*What is expected*:
Your output should reproduce each entry exactly, with none of its pictures.

-------- Records to process

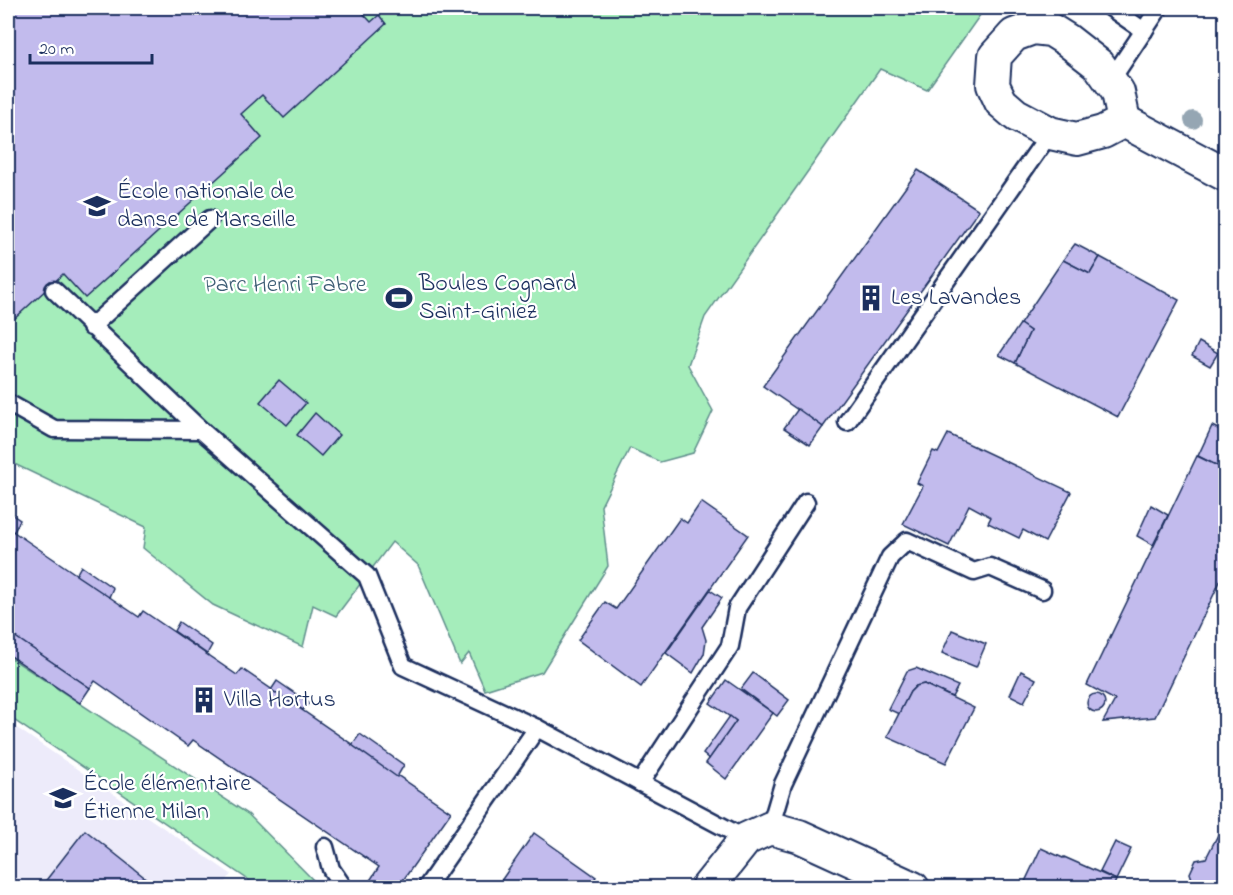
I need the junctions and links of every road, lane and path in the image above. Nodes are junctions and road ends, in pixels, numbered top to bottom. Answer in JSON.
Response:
{"nodes":[{"id":1,"x":1111,"y":8,"type":"edge"},
{"id":2,"x":1159,"y":8,"type":"edge"},
{"id":3,"x":1144,"y":31,"type":"junction"},
{"id":4,"x":1111,"y":80,"type":"junction"},
{"id":5,"x":1124,"y":121,"type":"junction"},
{"id":6,"x":1050,"y":134,"type":"junction"},
{"id":7,"x":1226,"y":175,"type":"edge"},
{"id":8,"x":210,"y":219,"type":"dead end"},
{"id":9,"x":54,"y":290,"type":"dead end"},
{"id":10,"x":91,"y":327,"type":"junction"},
{"id":11,"x":8,"y":403,"type":"edge"},
{"id":12,"x":847,"y":422,"type":"dead end"},
{"id":13,"x":201,"y":430,"type":"junction"},
{"id":14,"x":806,"y":502,"type":"dead end"},
{"id":15,"x":1042,"y":590,"type":"dead end"},
{"id":16,"x":537,"y":728,"type":"junction"},
{"id":17,"x":640,"y":783,"type":"junction"},
{"id":18,"x":758,"y":834,"type":"junction"},
{"id":19,"x":325,"y":847,"type":"dead end"},
{"id":20,"x":344,"y":888,"type":"edge"},
{"id":21,"x":426,"y":888,"type":"edge"},
{"id":22,"x":707,"y":888,"type":"edge"},
{"id":23,"x":913,"y":888,"type":"edge"}],
"edges":[{"from":1,"to":3,"type":"lane"},
{"from":2,"to":3,"type":"lane"},
{"from":3,"to":4,"type":"lane"},
{"from":4,"to":5,"type":"street"},
{"from":4,"to":6,"type":"street"},
{"from":5,"to":6,"type":"street"},
{"from":5,"to":7,"type":"street"},
{"from":6,"to":12,"type":"lane"},
{"from":8,"to":10,"type":"lane"},
{"from":9,"to":10,"type":"lane"},
{"from":10,"to":13,"type":"lane"},
{"from":11,"to":13,"type":"lane"},
{"from":13,"to":16,"type":"lane"},
{"from":14,"to":17,"type":"lane"},
{"from":15,"to":18,"type":"lane"},
{"from":16,"to":17,"type":"lane"},
{"from":16,"to":21,"type":"lane"},
{"from":17,"to":18,"type":"lane"},
{"from":18,"to":22,"type":"street"},
{"from":18,"to":23,"type":"street"},
{"from":19,"to":20,"type":"lane"}]}
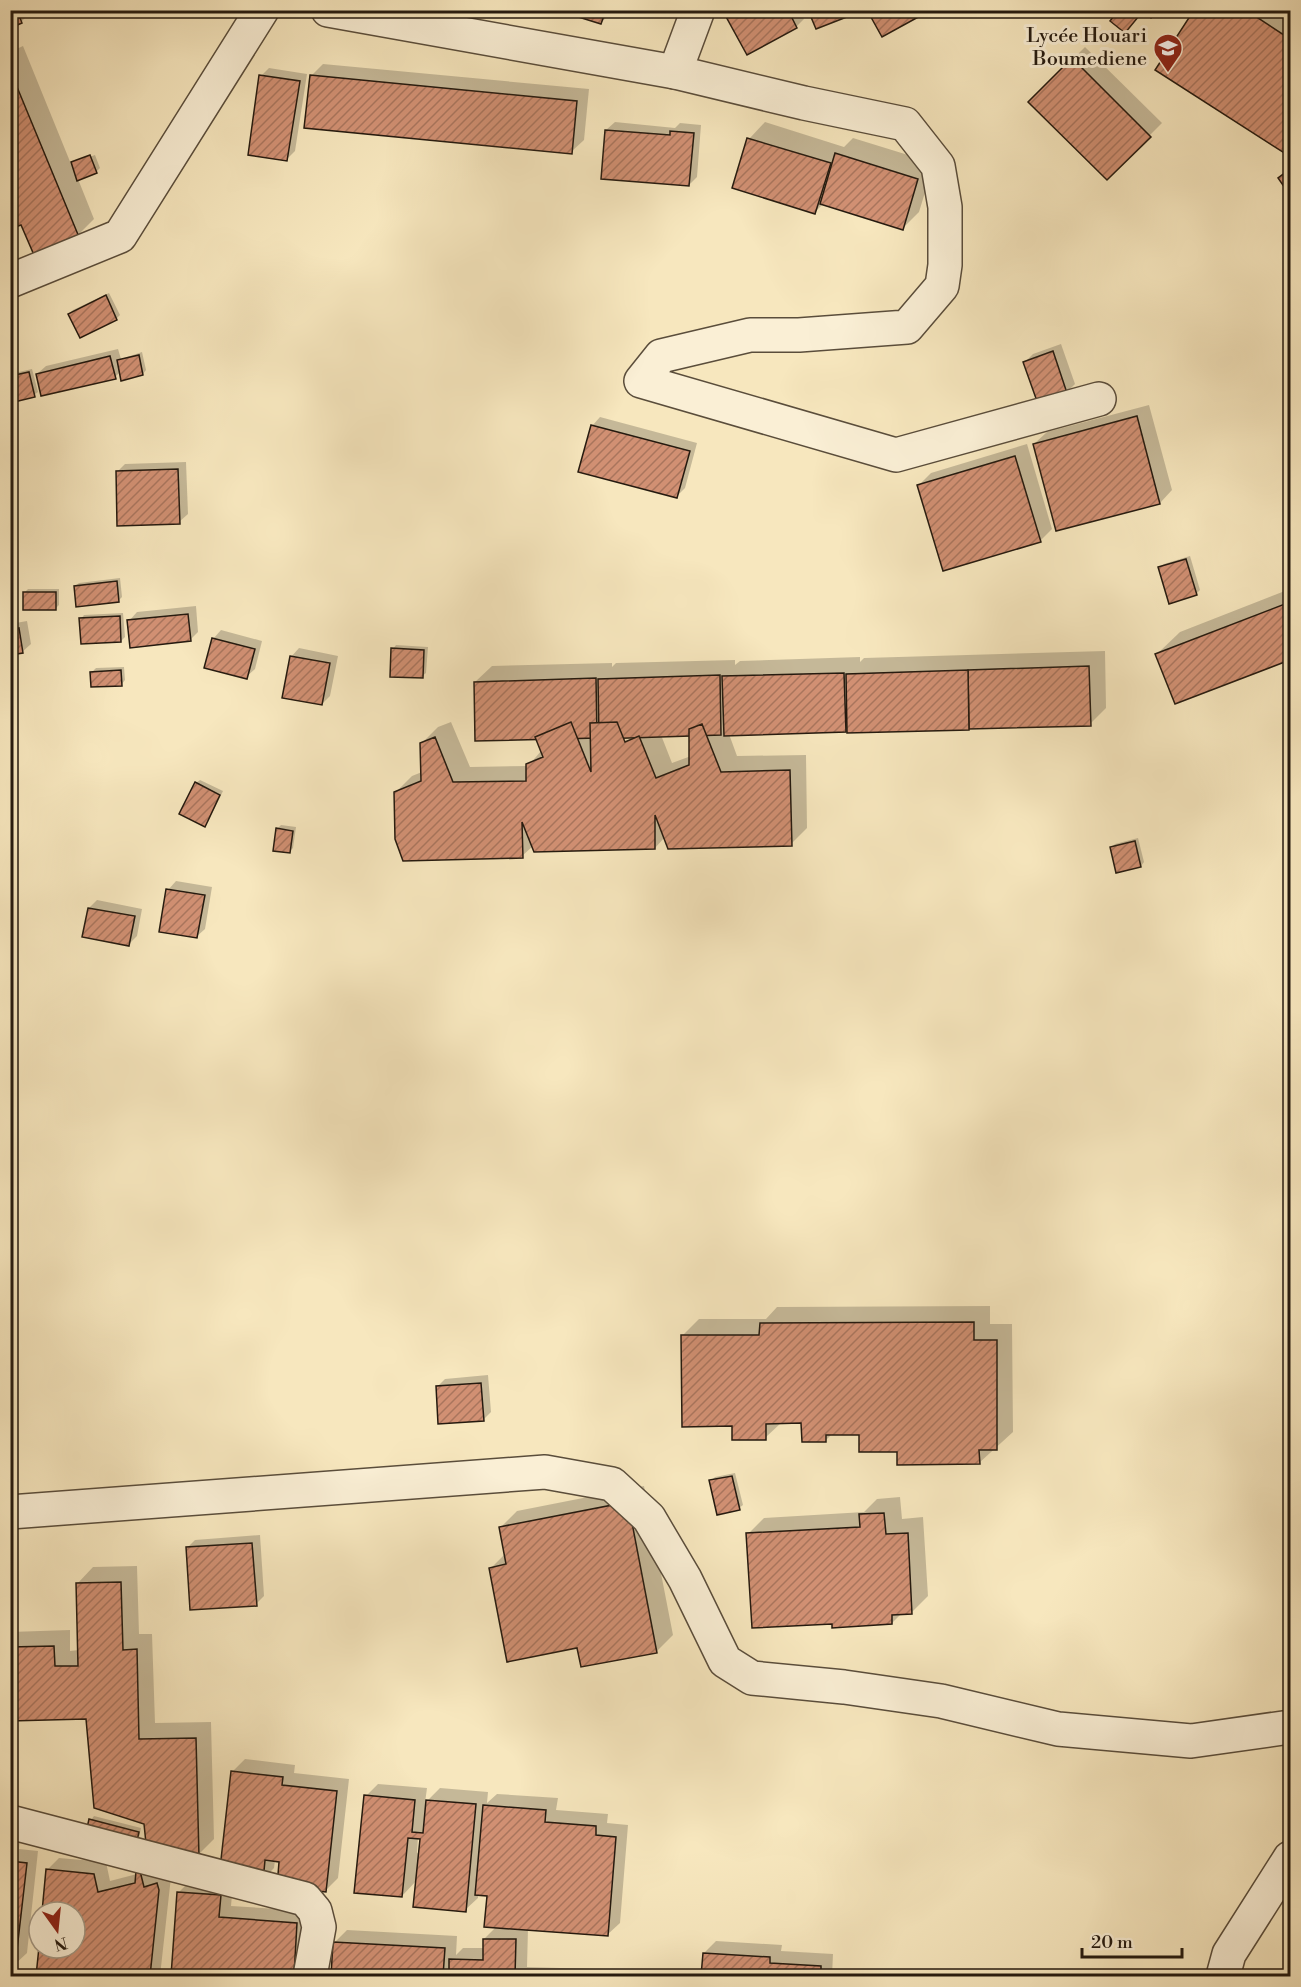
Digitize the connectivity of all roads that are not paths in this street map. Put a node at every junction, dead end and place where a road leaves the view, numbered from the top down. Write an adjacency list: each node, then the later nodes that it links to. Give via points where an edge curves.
1 (262, 10): 5 (street, via 120,237)
2 (327, 10): 4 (street)
3 (698, 10): 4 (street)
4 (675, 72): 6 (street, via 905,124 938,166 945,207 945,265 942,286 907,327 750,335 662,356 640,381 896,455)
5 (10, 281)
6 (1099, 399)
7 (10, 1512): 8 (street, via 546,1472 612,1484 649,1518 685,1579 725,1661 752,1678 941,1701 1058,1729 1191,1741)
8 (1290, 1727)
9 (10, 1822): 11 (street, via 305,1899 315,1911 319,1927)
10 (1290, 1858): 12 (street, via 1229,1954)
11 (310, 1977)
12 (1223, 1977)

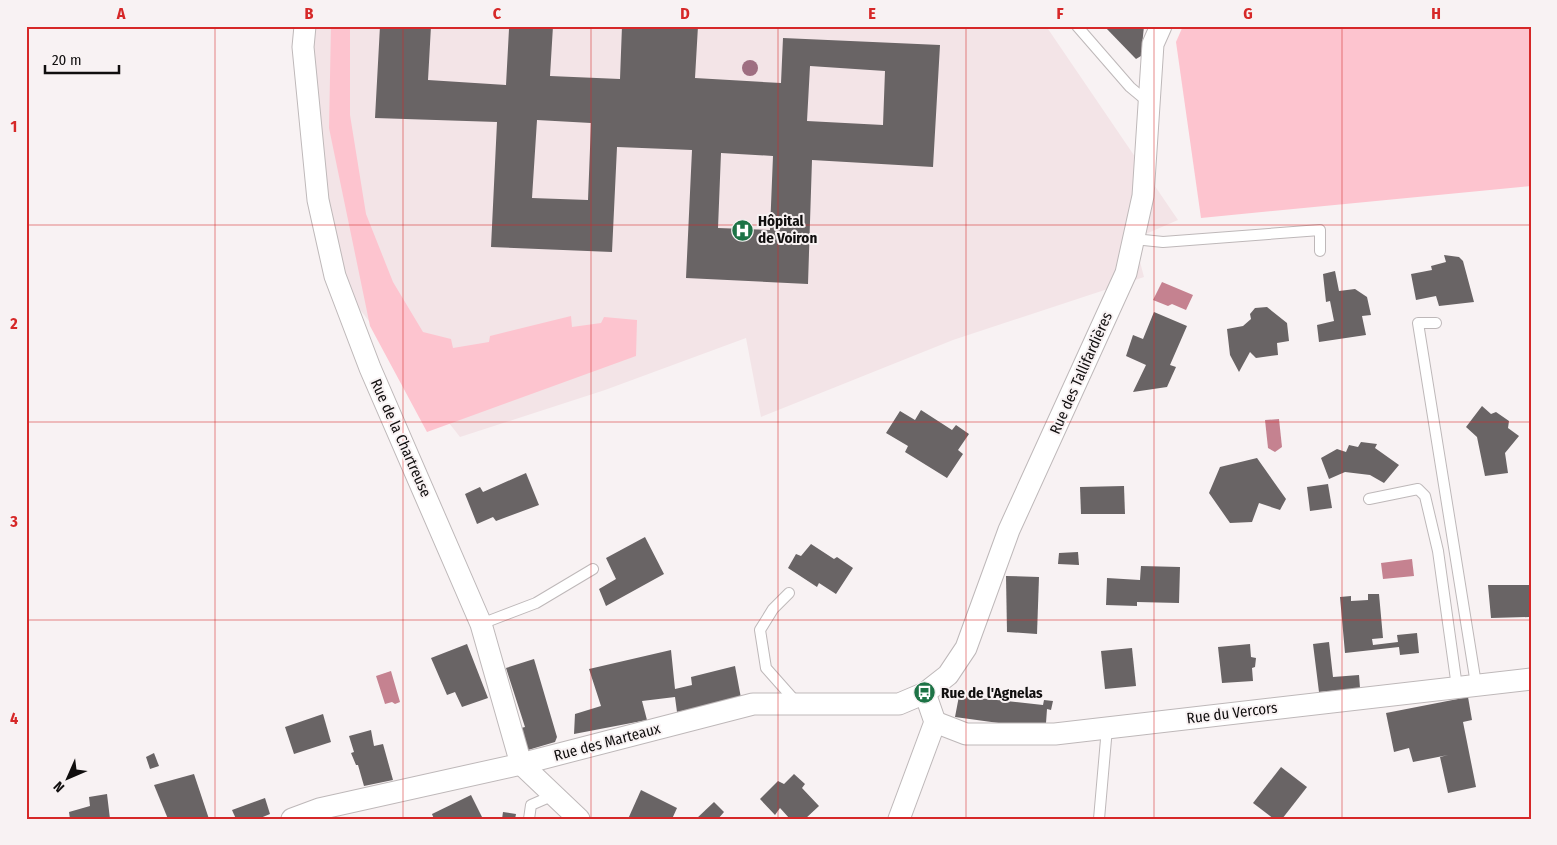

----------------

*Exercise output*:
I need the junctions and links of every road, lane and path in the image above. Nodes are junctions and road ends, in pixels, numbered top to bottom. Answer in JSON.
Response:
{"nodes":[{"id":1,"x":1111,"y":8,"type":"edge"},
{"id":2,"x":1159,"y":8,"type":"edge"},
{"id":3,"x":1144,"y":31,"type":"junction"},
{"id":4,"x":1111,"y":80,"type":"junction"},
{"id":5,"x":1124,"y":121,"type":"junction"},
{"id":6,"x":1050,"y":134,"type":"junction"},
{"id":7,"x":1226,"y":175,"type":"edge"},
{"id":8,"x":210,"y":219,"type":"dead end"},
{"id":9,"x":54,"y":290,"type":"dead end"},
{"id":10,"x":91,"y":327,"type":"junction"},
{"id":11,"x":8,"y":403,"type":"edge"},
{"id":12,"x":847,"y":422,"type":"dead end"},
{"id":13,"x":201,"y":430,"type":"junction"},
{"id":14,"x":806,"y":502,"type":"dead end"},
{"id":15,"x":1042,"y":590,"type":"dead end"},
{"id":16,"x":537,"y":728,"type":"junction"},
{"id":17,"x":640,"y":783,"type":"junction"},
{"id":18,"x":758,"y":834,"type":"junction"},
{"id":19,"x":325,"y":847,"type":"dead end"},
{"id":20,"x":344,"y":888,"type":"edge"},
{"id":21,"x":426,"y":888,"type":"edge"},
{"id":22,"x":707,"y":888,"type":"edge"},
{"id":23,"x":913,"y":888,"type":"edge"}],
"edges":[{"from":1,"to":3,"type":"lane"},
{"from":2,"to":3,"type":"lane"},
{"from":3,"to":4,"type":"lane"},
{"from":4,"to":5,"type":"street"},
{"from":4,"to":6,"type":"street"},
{"from":5,"to":6,"type":"street"},
{"from":5,"to":7,"type":"street"},
{"from":6,"to":12,"type":"lane"},
{"from":8,"to":10,"type":"lane"},
{"from":9,"to":10,"type":"lane"},
{"from":10,"to":13,"type":"lane"},
{"from":11,"to":13,"type":"lane"},
{"from":13,"to":16,"type":"lane"},
{"from":14,"to":17,"type":"lane"},
{"from":15,"to":18,"type":"lane"},
{"from":16,"to":17,"type":"lane"},
{"from":16,"to":21,"type":"lane"},
{"from":17,"to":18,"type":"lane"},
{"from":18,"to":22,"type":"street"},
{"from":18,"to":23,"type":"street"},
{"from":19,"to":20,"type":"lane"}]}
Digitize the connectivity of all roads that are not paths in this street map. Put a node at every junction, dead end and place where a road leaves the view, numbered from the top down. Write an adjacency list: each node, then the later nodes that it links to. Give via points where an edge curves.
1 (262, 10): 5 (street, via 120,237)
2 (327, 10): 4 (street)
3 (698, 10): 4 (street)
4 (675, 72): 6 (street, via 905,124 938,166 945,207 945,265 942,286 907,327 750,335 662,356 640,381 896,455)
5 (10, 281)
6 (1099, 399)
7 (10, 1512): 8 (street, via 546,1472 612,1484 649,1518 685,1579 725,1661 752,1678 941,1701 1058,1729 1191,1741)
8 (1290, 1727)
9 (10, 1822): 11 (street, via 305,1899 315,1911 319,1927)
10 (1290, 1858): 12 (street, via 1229,1954)
11 (310, 1977)
12 (1223, 1977)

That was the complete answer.